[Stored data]
>>

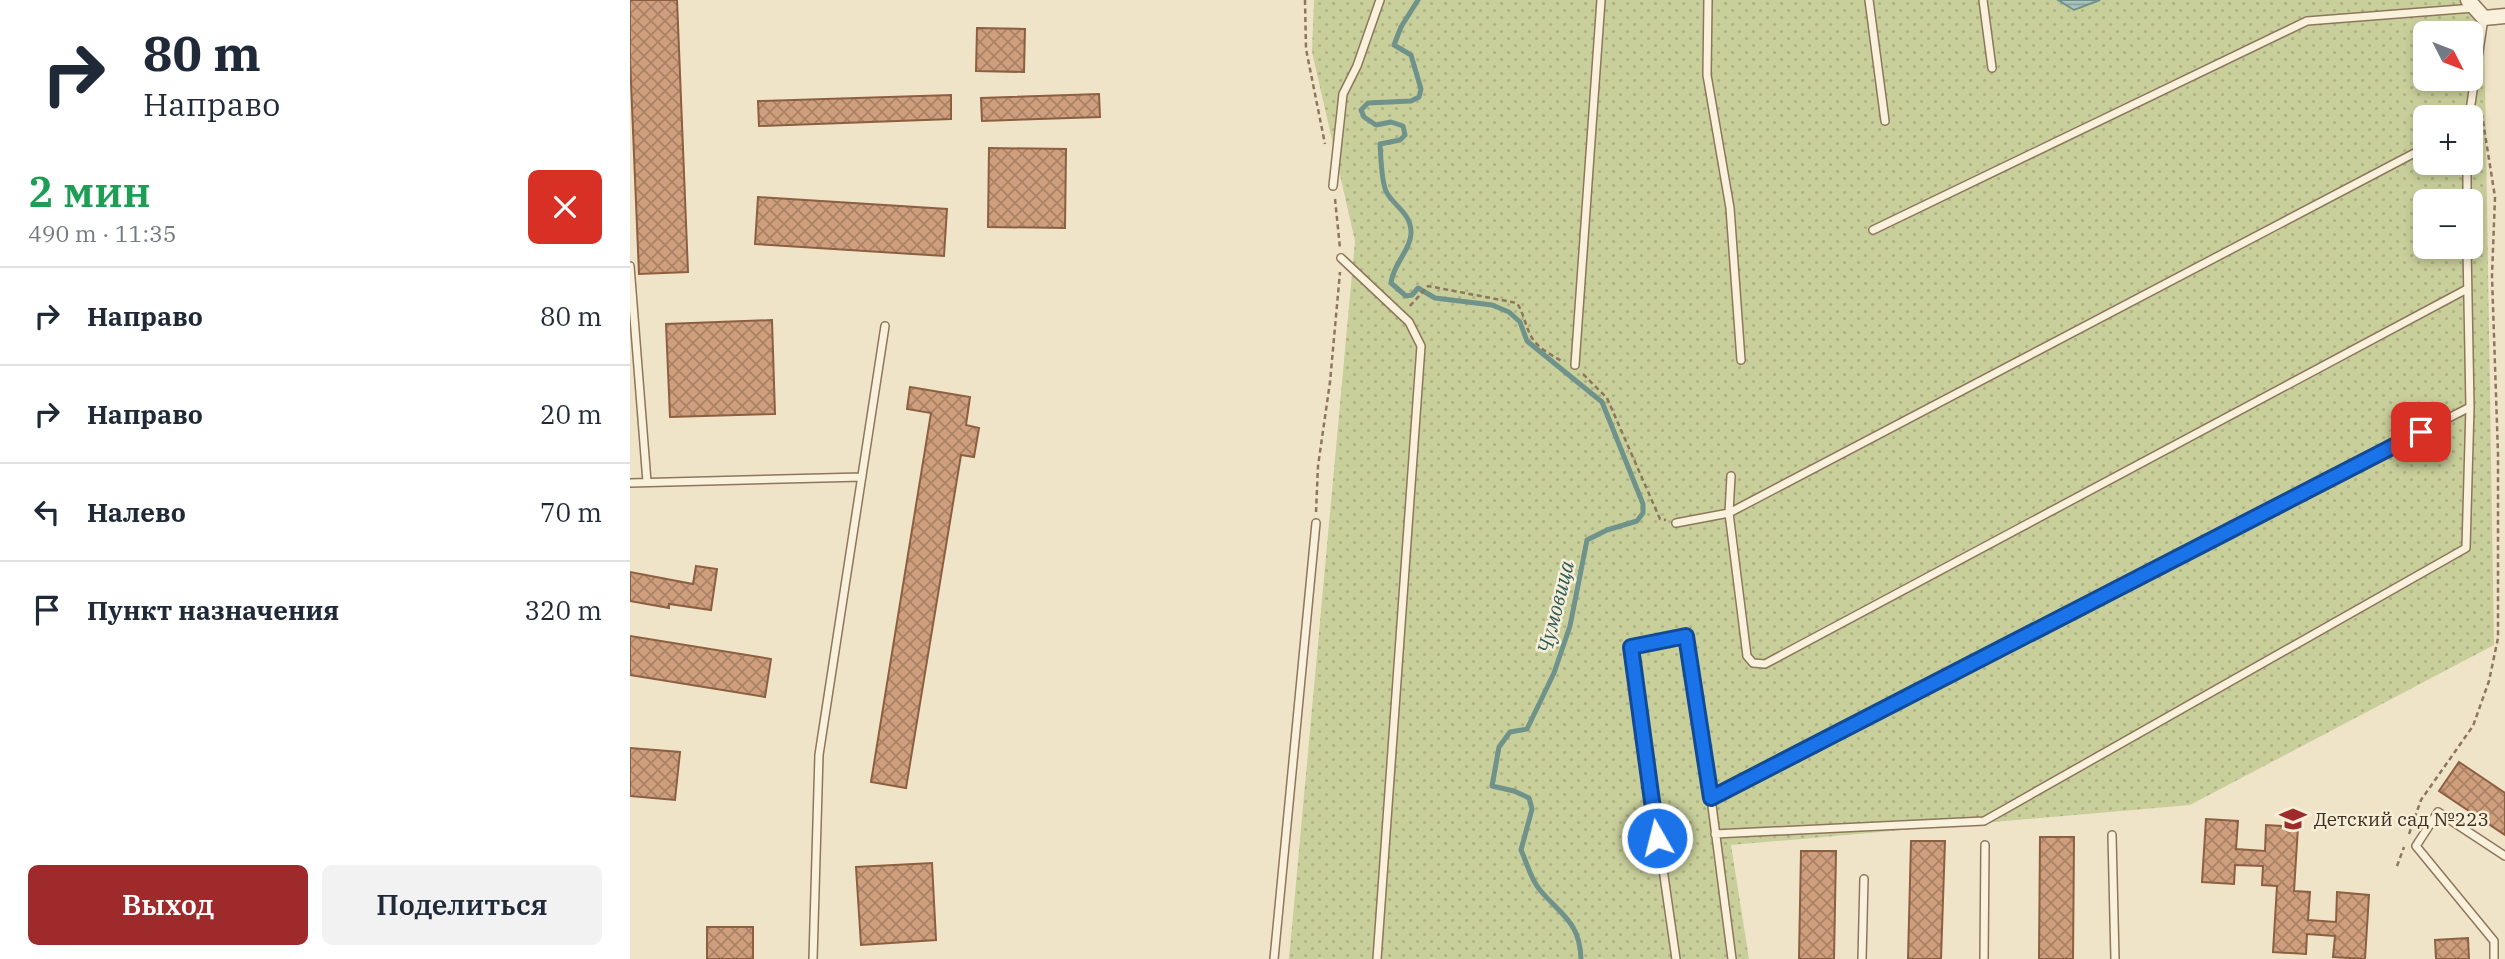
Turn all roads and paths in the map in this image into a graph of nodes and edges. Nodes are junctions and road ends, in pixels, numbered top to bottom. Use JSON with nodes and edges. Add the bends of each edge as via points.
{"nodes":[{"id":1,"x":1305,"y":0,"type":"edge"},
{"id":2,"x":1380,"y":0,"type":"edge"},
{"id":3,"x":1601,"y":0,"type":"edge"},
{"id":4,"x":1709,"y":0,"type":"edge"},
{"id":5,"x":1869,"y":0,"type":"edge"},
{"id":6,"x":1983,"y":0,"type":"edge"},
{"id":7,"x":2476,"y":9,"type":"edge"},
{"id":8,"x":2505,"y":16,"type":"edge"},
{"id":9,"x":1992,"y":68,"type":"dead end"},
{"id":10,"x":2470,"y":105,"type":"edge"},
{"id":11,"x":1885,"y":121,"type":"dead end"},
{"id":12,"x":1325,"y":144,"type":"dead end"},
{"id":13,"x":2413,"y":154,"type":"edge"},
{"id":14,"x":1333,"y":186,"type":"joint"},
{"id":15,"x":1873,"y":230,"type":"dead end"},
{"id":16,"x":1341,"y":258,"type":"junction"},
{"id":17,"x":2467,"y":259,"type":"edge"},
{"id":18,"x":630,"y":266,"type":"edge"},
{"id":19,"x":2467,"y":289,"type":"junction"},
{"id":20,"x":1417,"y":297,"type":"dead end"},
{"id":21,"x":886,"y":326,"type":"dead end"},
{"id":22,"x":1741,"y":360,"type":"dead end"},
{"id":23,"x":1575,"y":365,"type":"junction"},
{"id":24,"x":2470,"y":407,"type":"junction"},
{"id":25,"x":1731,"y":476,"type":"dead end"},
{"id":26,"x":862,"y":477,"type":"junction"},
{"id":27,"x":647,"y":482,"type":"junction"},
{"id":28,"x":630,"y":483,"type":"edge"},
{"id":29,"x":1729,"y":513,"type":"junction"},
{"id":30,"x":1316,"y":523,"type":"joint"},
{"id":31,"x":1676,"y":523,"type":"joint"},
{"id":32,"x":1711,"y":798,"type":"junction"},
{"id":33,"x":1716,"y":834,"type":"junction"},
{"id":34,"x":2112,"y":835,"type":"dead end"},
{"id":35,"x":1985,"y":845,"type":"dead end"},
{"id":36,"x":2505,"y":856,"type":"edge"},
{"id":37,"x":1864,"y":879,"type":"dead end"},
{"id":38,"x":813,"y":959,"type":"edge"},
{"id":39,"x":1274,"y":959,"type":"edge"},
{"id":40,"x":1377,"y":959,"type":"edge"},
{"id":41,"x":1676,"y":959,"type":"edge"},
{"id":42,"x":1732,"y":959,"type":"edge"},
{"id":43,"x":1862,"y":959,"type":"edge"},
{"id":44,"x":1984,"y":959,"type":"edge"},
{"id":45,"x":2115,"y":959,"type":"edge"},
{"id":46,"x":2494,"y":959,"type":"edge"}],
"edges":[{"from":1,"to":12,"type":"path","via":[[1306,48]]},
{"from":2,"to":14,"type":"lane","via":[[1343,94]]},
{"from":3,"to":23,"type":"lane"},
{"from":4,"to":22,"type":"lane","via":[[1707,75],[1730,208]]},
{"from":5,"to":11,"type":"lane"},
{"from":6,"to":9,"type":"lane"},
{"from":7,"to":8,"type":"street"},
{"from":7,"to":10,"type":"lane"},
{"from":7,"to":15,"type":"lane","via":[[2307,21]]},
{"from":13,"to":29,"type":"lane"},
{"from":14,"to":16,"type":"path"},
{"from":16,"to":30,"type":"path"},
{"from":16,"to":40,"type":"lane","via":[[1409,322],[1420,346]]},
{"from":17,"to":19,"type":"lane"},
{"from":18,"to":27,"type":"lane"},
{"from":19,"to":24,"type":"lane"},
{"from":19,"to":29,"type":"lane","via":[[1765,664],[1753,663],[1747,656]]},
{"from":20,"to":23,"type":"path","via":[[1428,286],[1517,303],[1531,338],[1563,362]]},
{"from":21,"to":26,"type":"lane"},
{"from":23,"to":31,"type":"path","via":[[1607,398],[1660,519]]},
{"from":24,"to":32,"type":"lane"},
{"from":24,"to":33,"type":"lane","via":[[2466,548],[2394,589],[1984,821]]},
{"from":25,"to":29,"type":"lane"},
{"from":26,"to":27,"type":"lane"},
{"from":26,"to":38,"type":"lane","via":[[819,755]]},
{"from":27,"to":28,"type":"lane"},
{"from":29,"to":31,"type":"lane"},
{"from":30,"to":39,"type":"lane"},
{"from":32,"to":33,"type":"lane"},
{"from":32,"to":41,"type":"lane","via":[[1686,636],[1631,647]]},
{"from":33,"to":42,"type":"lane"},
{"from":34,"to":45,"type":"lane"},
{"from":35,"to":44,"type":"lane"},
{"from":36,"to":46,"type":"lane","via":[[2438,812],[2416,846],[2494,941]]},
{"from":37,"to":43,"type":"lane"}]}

<<

TASK GOAL:
Go through the records above, find every line with the word "nodes", and list those lines.

ANSWER TO THIS EXERCISE:
Turn all roads and paths in the map in this image into a graph of nodes and edges. Nodes are junctions and road ends, in pixels, numbered top to bottom. Use JSON with nodes and edges. Add the bends of each edge as via points.
{"nodes":[{"id":1,"x":1305,"y":0,"type":"edge"},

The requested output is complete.